Exercise requirements → Each entry that follows should be set down precisely, with its pictures removed.
━━━
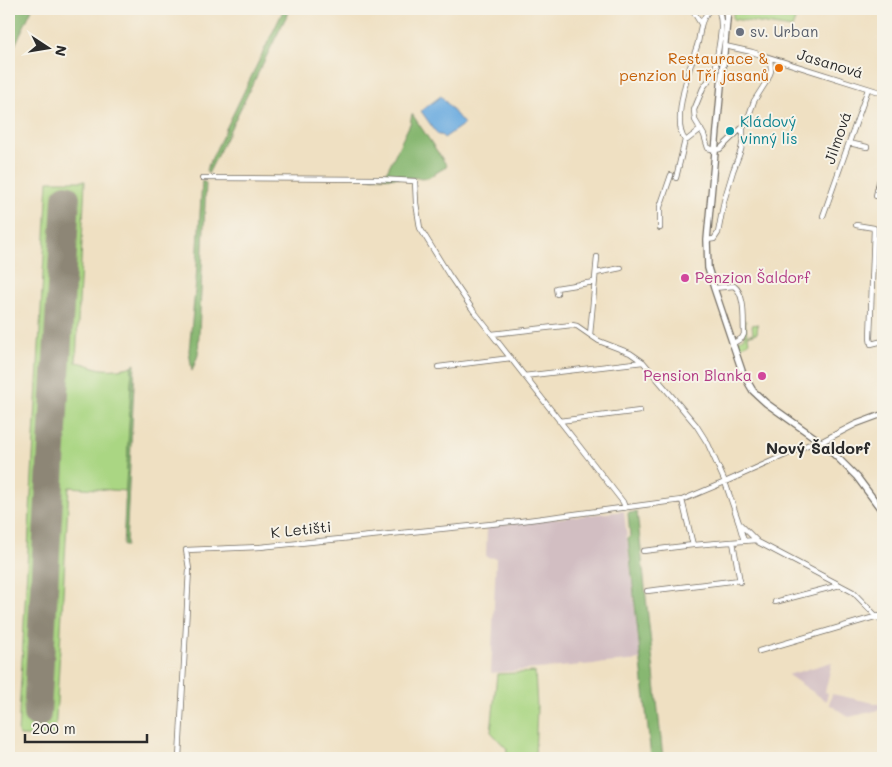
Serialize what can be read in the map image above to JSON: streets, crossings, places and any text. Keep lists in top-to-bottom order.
{
  "streets": {
    "street": ["Jasanová", "Jilmová", "K Letišti"]
  },
  "crossings": [
    ["Jasanová", "Jilmová"]
  ],
  "districts": ["Nový Šaldorf"],
  "places": [
    "sv. Urban",
    "Restaurace & penzion U Tří jasanů",
    "Kládový vinný lis",
    "Penzion Šaldorf",
    "Pension Blanka"
  ],
  "scale_bar": "200 m",
  "north": "right"
}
━━━
Final answer →
Serialize what can be read in the map image above to JSON: streets, crossings, places and any text. Keep lists in top-to-bottom order.
{
  "streets": {
    "street": ["Jasanová", "Jilmová", "K Letišti"]
  },
  "crossings": [
    ["Jasanová", "Jilmová"]
  ],
  "districts": ["Nový Šaldorf"],
  "places": [
    "sv. Urban",
    "Restaurace & penzion U Tří jasanů",
    "Kládový vinný lis",
    "Penzion Šaldorf",
    "Pension Blanka"
  ],
  "scale_bar": "200 m",
  "north": "right"
}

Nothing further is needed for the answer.